Shawmair’s craft was standing close by, one of an untidy semicircle of visiting machines scattered about a garden park that was now badly in need of re-landscaping. The stocky-bodied machine was painted red, fading to darker hues towards the tail, which curved sharply down and forward, and its wings, at rest, were vertical, tips touching. She recognized parts of it: oddments of shape that mirrored elements of her Esca, others that had been drawn from fliers she had known or flown against. Her eyes weighed it at once, not needing Shawmair’s commentary, and she felt a tinge of envy — not that she would admit it was better than her Esca, but nonetheless she saw a dozen little innovations she was itching to reverse-engineer.

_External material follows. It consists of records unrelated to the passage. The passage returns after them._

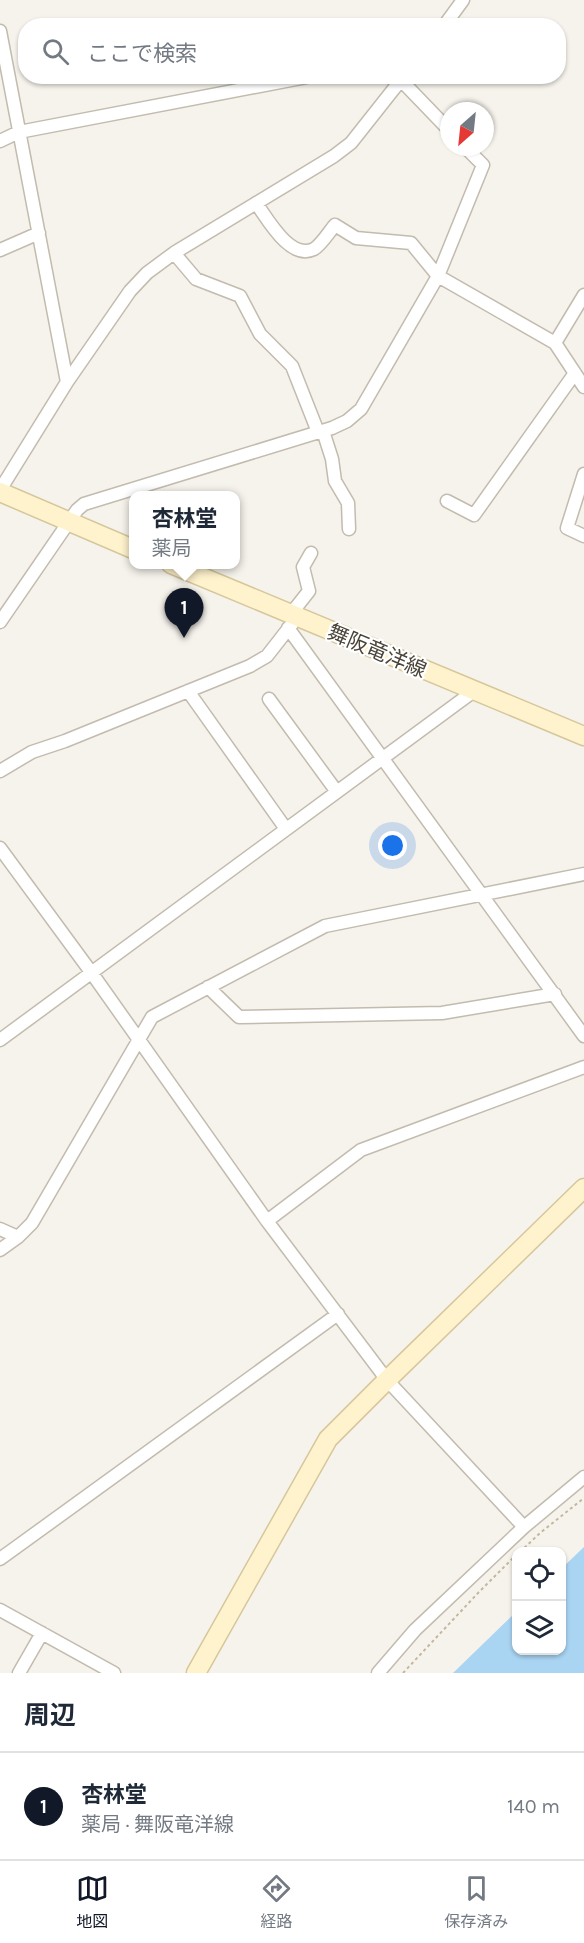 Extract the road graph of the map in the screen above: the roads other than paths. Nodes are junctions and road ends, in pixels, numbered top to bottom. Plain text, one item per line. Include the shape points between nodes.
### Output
1 (464, 0) edge
2 (450, 18) edge
3 (0, 31) edge
4 (270, 84) edge
5 (395, 84) edge
6 (406, 84) edge
7 (440, 120) edge
8 (20, 132) junction
9 (0, 141) edge
10 (474, 156) edge
11 (256, 203) junction
12 (39, 233) junction
13 (0, 250) edge
14 (174, 253) junction
15 (438, 276) junction
16 (584, 295) edge
17 (555, 343) junction
18 (575, 373) junction
19 (67, 382) junction
20 (584, 387) edge
21 (321, 431) junction
22 (584, 474) edge
23 (0, 491) edge
24 (447, 501) dead end
25 (69, 522) junction
26 (350, 529) dead end
27 (584, 536) edge
28 (129, 547) edge
29 (311, 553) dead end
30 (182, 569) edge
31 (292, 620) junction
32 (0, 622) edge
33 (188, 691) junction
34 (474, 691) junction
35 (269, 699) dead end
36 (584, 736) edge
37 (382, 759) junction
38 (0, 771) edge
39 (338, 792) junction
40 (286, 829) junction
41 (0, 848) edge
42 (584, 874) edge
43 (482, 895) junction
44 (91, 972) junction
45 (208, 987) junction
46 (555, 994) junction
47 (584, 1036) edge
48 (0, 1040) edge
49 (139, 1041) junction
50 (584, 1067) edge
51 (584, 1188) edge
52 (267, 1221) junction
53 (0, 1229) edge
54 (18, 1237) junction
55 (0, 1250) edge
56 (338, 1314) junction
57 (387, 1380) junction
58 (584, 1478) edge
59 (524, 1527) junction
60 (0, 1559) edge
61 (0, 1610) edge
62 (42, 1633) junction
63 (19, 1673) edge
64 (114, 1673) edge
65 (196, 1673) edge
66 (378, 1673) edge

1 - 2 street
3 - 8 street
4 - 8 street
5 - 11 street via 351,143
6 - 7 street
8 - 9 street
8 - 12 street
10 - 15 street via 483,165
11 - 14 street
11 - 15 street via 282,241 303,251 314,249 335,225 356,238 411,243
12 - 13 street
12 - 19 street
14 - 19 street via 130,291
14 - 21 street via 196,279 240,296 260,334 292,366
15 - 17 street
15 - 21 street via 361,409 347,421
16 - 17 street
17 - 18 street
18 - 20 street
18 - 24 street via 474,515
19 - 23 street
21 - 25 street via 96,499 84,504
21 - 26 street via 332,459 335,481 348,504
22 - 27 street via 567,528
23 - 25 street
25 - 28 street
25 - 32 street
29 - 31 street via 303,567 309,591
30 - 31 street, 舞阪竜洋線
31 - 33 street via 267,656
31 - 34 street, 舞阪竜洋線
31 - 37 street
33 - 38 street via 32,752
33 - 40 street
34 - 36 street, 舞阪竜洋線
34 - 37 street
35 - 39 street
37 - 39 street
37 - 43 street
39 - 40 street
40 - 44 street
41 - 44 street
42 - 43 street
43 - 45 street via 325,926
43 - 46 street
44 - 48 street
44 - 49 street
45 - 46 street via 239,1017 442,1013
45 - 49 street via 152,1017
46 - 47 street
49 - 52 street
49 - 54 street via 32,1223
50 - 52 street via 361,1150
51 - 57 street
52 - 56 street
53 - 54 street
54 - 55 street
56 - 57 street
56 - 60 street
57 - 59 street
57 - 65 street via 328,1439
58 - 59 street
59 - 66 street via 415,1630
61 - 62 street
62 - 63 street
62 - 64 street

‘Fuel engine, triple-action, with halteres to balance the wings,’ Shawmair was saying. ‘The beat is four times what a Spearflight would give you, so it just guzzles the mineral oil, won’t keep in the air for all that long, but nothing else has the speed and power. And they reckon those villains in Chasme have an improved engine design if we want to pay their price for it. Four-way rotary piercers from a central drum, and, look, this slide here stops jamming in the bolt-feed…’

His voice droned on, but she was aware that she was being watched: a feeling that she had been expecting for some time. From the corner of her eye she marked a dark, thin figure at the far end of the grounded fliers.

‘Excuse me,’ she broke into Shawmair’s bragging. ‘You wait here, and I’ll be right back.’ It was a lie, but he was a bore, so she didn’t feel too bad about it.

She hopped into the night sky, her wings casting herself over the head of her watcher, knowing that he would mark her, assuming automatically that he would be able to plot her course and trajectory, to work out that she would end up with her feet on the ground a street away.

She hoped that this figure was who she thought it was, and not just some Rekef snoop clumsy enough to be spotted.

In the dark street beyond, she touched down, then shrugged back against a wall on hearing multiple footsteps. Within moments, a trio of soldiers passed by, but they did not seem to be acting as city watch, instead talking quietly amongst themselves, and passing a little metal flask from hand to hand. On their way back to barracks, perhaps, or on to some nocturnal assignment.

After they had gone she waited. And then she continued waiting beyond the point when her internal timekeeping, which had always been keen, told her that any watcher should have caught her up. At last she caught a faint shuffle and, after an unexpectedly long gap, the same figure appeared.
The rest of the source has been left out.